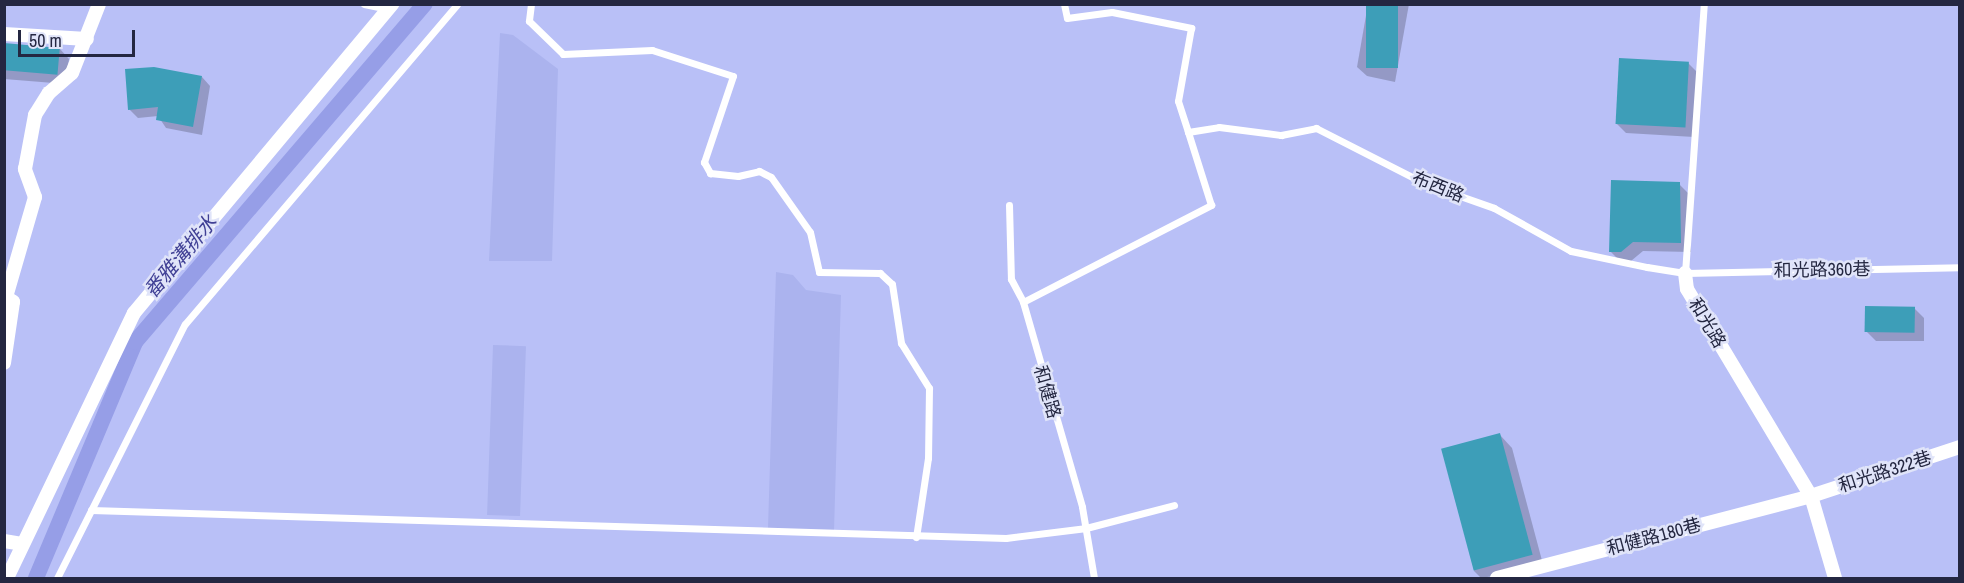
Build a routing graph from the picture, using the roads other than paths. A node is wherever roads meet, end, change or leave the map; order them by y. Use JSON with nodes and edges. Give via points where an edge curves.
{"nodes":[{"id":1,"x":99,"y":4,"type":"edge"},
{"id":2,"x":364,"y":4,"type":"edge"},
{"id":3,"x":457,"y":4,"type":"edge"},
{"id":4,"x":531,"y":4,"type":"edge"},
{"id":5,"x":1064,"y":4,"type":"edge"},
{"id":6,"x":1704,"y":4,"type":"edge"},
{"id":7,"x":390,"y":7,"type":"edge"},
{"id":8,"x":4,"y":34,"type":"edge"},
{"id":9,"x":87,"y":39,"type":"junction"},
{"id":10,"x":1188,"y":132,"type":"junction"},
{"id":11,"x":1010,"y":205,"type":"dead end"},
{"id":12,"x":1959,"y":267,"type":"edge"},
{"id":13,"x":1685,"y":273,"type":"junction"},
{"id":14,"x":1023,"y":302,"type":"junction"},
{"id":15,"x":4,"y":363,"type":"edge"},
{"id":16,"x":1959,"y":447,"type":"edge"},
{"id":17,"x":1811,"y":496,"type":"junction"},
{"id":18,"x":1174,"y":505,"type":"dead end"},
{"id":19,"x":91,"y":510,"type":"junction"},
{"id":20,"x":1086,"y":528,"type":"junction"},
{"id":21,"x":916,"y":537,"type":"junction"},
{"id":22,"x":4,"y":541,"type":"edge"},
{"id":23,"x":22,"y":544,"type":"junction"},
{"id":24,"x":7,"y":579,"type":"edge"},
{"id":25,"x":57,"y":579,"type":"edge"},
{"id":26,"x":1094,"y":579,"type":"edge"},
{"id":27,"x":1497,"y":579,"type":"edge"},
{"id":28,"x":1835,"y":579,"type":"edge"}],
"edges":[{"from":1,"to":9,"type":"street"},
{"from":2,"to":7,"type":"lane"},
{"from":3,"to":19,"type":"lane","via":[[185,324]]},
{"from":4,"to":21,"type":"lane","via":[[528,21],[563,54],[652,50],[733,76],[704,162],[710,173],[738,176],[759,171],[771,177],[810,232],[819,272],[880,273],[892,284],[901,343],[929,388],[927,458]]},
{"from":5,"to":10,"type":"lane","via":[[1067,18],[1112,12],[1191,28],[1178,101]]},
{"from":6,"to":13,"type":"lane","name":"和光路"},
{"from":7,"to":23,"type":"street","via":[[134,312]]},
{"from":8,"to":9,"type":"street"},
{"from":9,"to":15,"type":"street","via":[[72,73],[49,93],[35,115],[25,169],[35,197],[6,297],[13,302]]},
{"from":10,"to":13,"type":"lane","name":"布西路","via":[[1219,127],[1281,135],[1316,128],[1426,184],[1494,208],[1571,251]]},
{"from":10,"to":14,"type":"lane","via":[[1211,205]]},
{"from":11,"to":14,"type":"lane","name":"和健路","via":[[1011,279]]},
{"from":12,"to":13,"type":"lane","name":"和光路360巷"},
{"from":13,"to":17,"type":"street","name":"和光路","via":[[1687,290]]},
{"from":14,"to":20,"type":"lane","name":"和健路"},
{"from":16,"to":17,"type":"street","name":"和光路322巷"},
{"from":17,"to":27,"type":"street","name":"和健路180巷"},
{"from":17,"to":28,"type":"street","name":"和光路"},
{"from":18,"to":20,"type":"lane"},
{"from":19,"to":21,"type":"lane"},
{"from":19,"to":25,"type":"lane"},
{"from":20,"to":21,"type":"lane","via":[[1006,538]]},
{"from":20,"to":26,"type":"lane","name":"和健路"},
{"from":22,"to":23,"type":"street"},
{"from":23,"to":24,"type":"street"}]}
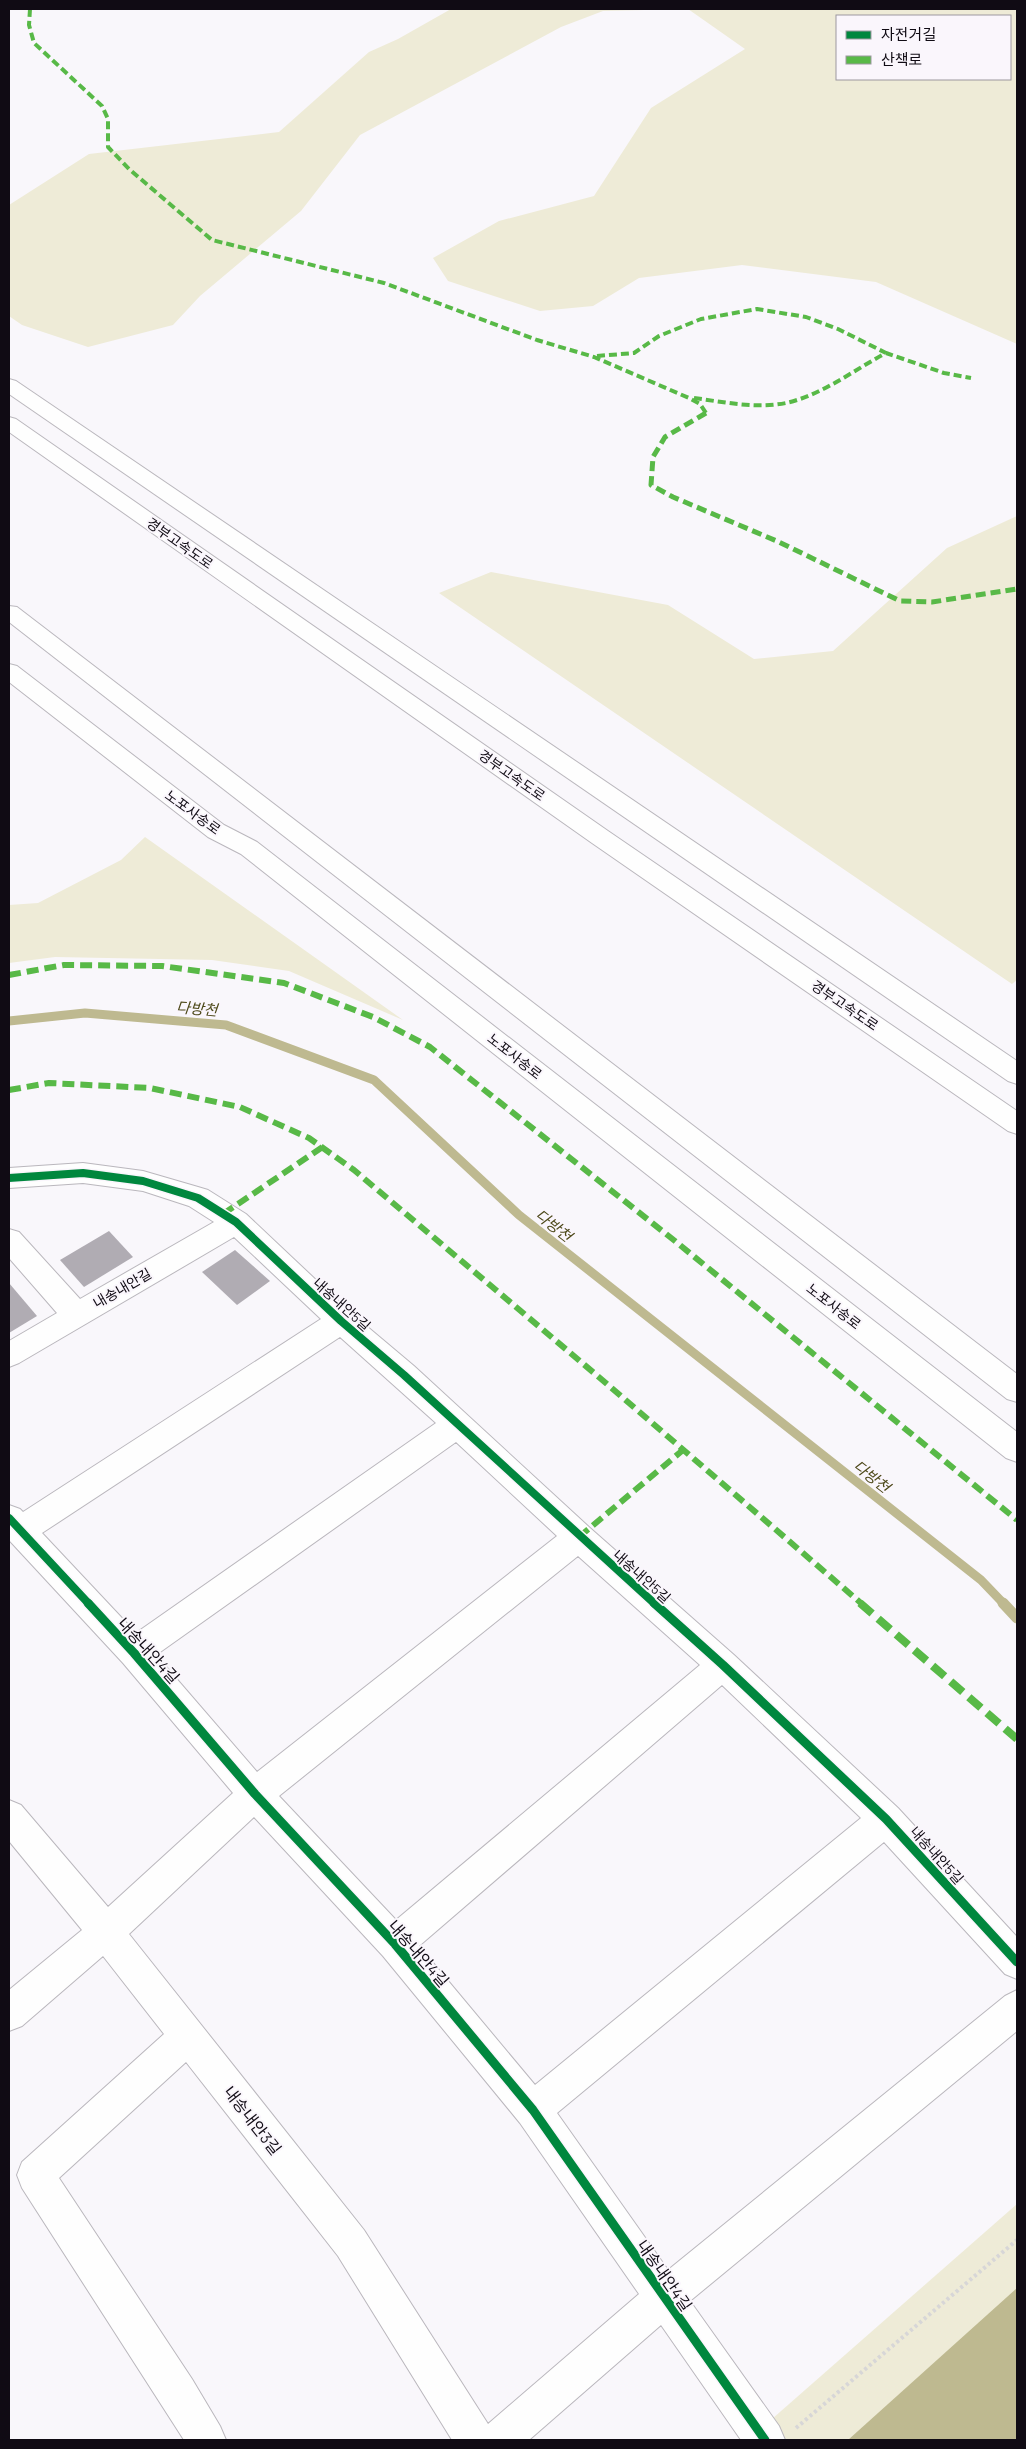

::::

*To do*
Return a copy of each line in the entries that carries the string "nodes".

*Response to the exercise*
Build a routing graph from the picture, using the roads other than paths. A node is wherever roads meet, end, change or leave the map; order them by y. Use JSON with nodes and edges. Give via points where an edge curves.
{"nodes":[{"id":1,"x":99,"y":4,"type":"edge"},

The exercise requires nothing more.